Anthropologue de renom et chercheuse à l’Academia Sinica, Hu Taili est une pionnière du documentaire ethnographique à Taiwan. Là où ses collègues voyaient la caméra avant tout comme un outil de travail sur le terrain, elle l’a utilisée pour créer des oeuvres destinées au grand public. Elle a réalisé une dizaine de films. Passing through my mother-in-law’s village (穿過婆家村), sorti en 1999, est le tout premier documentaire taïwanais à être diffusé dans un cinéma grand public, et obtient un franc succès au box-office : il raconte l’histoire des habitants d’un petit village voué à disparaître dû à la construction de l’autoroute Est-Ouest. Voices of Orchid Island (蘭嶼觀點), sorti en 1993, se penche sur l’ethnie aborigène Tao (Yami) de l’Ile des Orchidées et leur difficile relation avec le monde extérieur. Son travail de qualité a conduit l’anthropologue Mark Moskowitz à affirmer que « toute personne impliquée dans les études taïwanaises devrait visionner ses oeuvres ».

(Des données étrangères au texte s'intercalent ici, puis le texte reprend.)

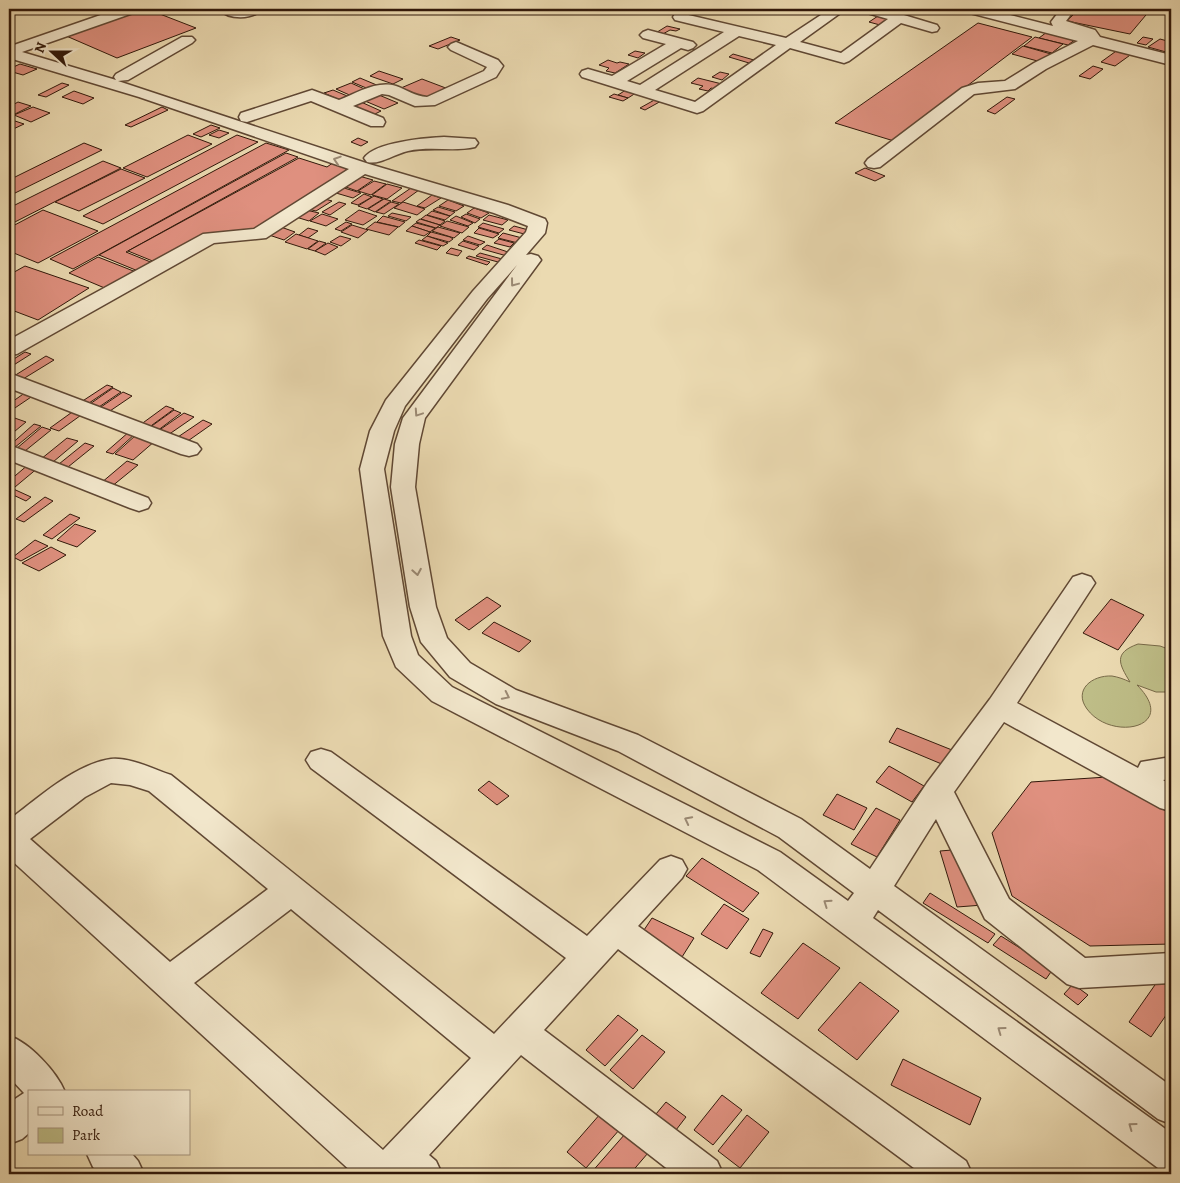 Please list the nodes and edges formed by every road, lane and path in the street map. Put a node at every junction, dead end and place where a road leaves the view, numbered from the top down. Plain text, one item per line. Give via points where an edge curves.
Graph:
1 (131, 9) edge
2 (226, 9) edge
3 (255, 9) edge
4 (839, 9) edge
5 (869, 9) edge
6 (920, 9) edge
7 (972, 9) edge
8 (1068, 9) edge
9 (680, 18) dead end
10 (899, 18) junction
11 (932, 28) dead end
12 (738, 30) junction
13 (648, 35) dead end
14 (187, 40) dead end
15 (1091, 40) junction
16 (680, 42) junction
17 (788, 43) junction
18 (456, 47) dead end
19 (12, 49) edge
20 (706, 50) junction
21 (1171, 60) edge
22 (588, 74) dead end
23 (122, 77) junction
24 (614, 82) junction
25 (642, 91) junction
26 (340, 106) junction
27 (247, 117) junction
28 (377, 122) dead end
29 (469, 143) dead end
30 (316, 146) junction
31 (368, 163) junction
32 (874, 163) dead end
33 (9, 350) edge
34 (9, 380) edge
35 (188, 449) dead end
36 (9, 452) edge
37 (138, 503) dead end
38 (1082, 583) dead end
39 (1004, 699) junction
40 (321, 760) dead end
41 (1165, 772) edge
42 (938, 791) junction
43 (1171, 799) edge
44 (9, 838) edge
45 (671, 869) dead end
46 (874, 889) junction
47 (291, 890) junction
48 (853, 921) junction
49 (616, 929) junction
50 (590, 957) junction
51 (1171, 968) edge
52 (169, 983) junction
53 (508, 1044) junction
54 (9, 1052) edge
55 (45, 1090) edge
56 (1171, 1107) edge
57 (28, 1110) edge
58 (9, 1126) edge
59 (1171, 1155) edge
60 (108, 1156) edge
61 (399, 1170) edge
62 (125, 1174) edge
63 (704, 1174) edge
64 (953, 1174) edge

1 - 19 street
2 - 3 street via 241,14
4 - 17 street
5 - 10 street
6 - 10 street
7 - 15 street
8 - 15 street via 1058,22 1089,32 1093,36
9 - 12 street
10 - 11 street
10 - 17 street via 844,58
12 - 17 street
12 - 20 street
13 - 16 street
14 - 23 street
15 - 21 street
15 - 32 street via 1009,86 968,90
16 - 20 street
16 - 24 street
17 - 25 street via 697,108
18 - 26 street via 492,63 494,70 429,102 415,101 392,90 380,89
19 - 23 street
19 - 30 street
20 - 25 street
22 - 24 street
23 - 27 street
24 - 25 street
26 - 27 street via 312,95
26 - 28 street
27 - 30 street
29 - 31 street via 414,143
30 - 31 street
31 - 33 street via 259,234 210,238
31 -> 46 street via 539,214 548,218 552,225 531,260 414,418 407,444 403,487 423,607 435,642 460,670 498,692 636,747 790,828
48 -> 31 street via 768,861 442,694 406,660 397,636 372,469 382,431 394,405 480,295 535,233 538,223
34 - 35 street
36 - 37 street
38 - 39 street
39 - 41 street
39 - 42 street
39 - 43 street
40 - 50 street
42 - 46 street
42 - 51 street via 997,909 1079,974
44 - 47 street via 94,775 112,771 133,773 160,783
44 - 52 street
45 - 49 street
46 - 48 street
46 - 56 street
47 - 52 street
47 - 53 street
59 -> 48 street
49 - 50 street
49 - 64 street
50 - 53 street
52 - 61 street
53 - 61 street
53 - 63 street
54 - 55 street
57 - 58 street
60 - 62 street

On peut également évoquer Si Manirei et Xiao Meiling. Si Manirei (張 淑 蘭, Zhang Shulan) est une des rares documentaristes aborigènes de Taïwan, réalisatrice de And deliver us from the evil (面對惡靈, 2001) qui explore le tabou autour de la mort au sein de l’ethnie Tao et s’interroge sur la constitution de l’identité aborigène.

Si Manirei en train de filmer
Si-Manirei en plein tournage sur Lanyu

Quant à Xiao Meiling (蕭美玲), c’est une jeune réalisatrice avec une petite fille dont l’époux vit en Europe : dans Somewhere over the cloud (雲的那端, 2007), elle filme son quotidien tout en montrant l’impact des nouvelles technologies et des médias sur les relations familiales, mais également les problèmes éthiques inhérents au travail de cinéaste: car la caméra omniprésente dérange ses proches et interfère avec les soins apportés à son enfant. Jusqu’où le cinéaste peut-il aller avec son sujet ?

Le cinéma documentaire à Taiwan est donc un milieu où les voix des femmes (et des personnes marginalisées en général) peuvent se faire entendre de manière privilégiée pour explorer des questions sociales, politiques, historiques et identitaires : reste à savoir si elles pourront également davantage s’affirmer comme réalisatrices de longs-métrages à l’avenir.

Sources

Qiu Guifen. Documentary power : Women documentary filmmakers and new subjectivities in contemporary Taiwan, Vol 26, Iss 1, p.169-181, 2012. 

Daw Ming-lee. A Brief History of Documentary Film in Taiwan.

Hélène Belaunde. Les femmes dans le cinéma documentaire à Taïwan, 28/03/2016.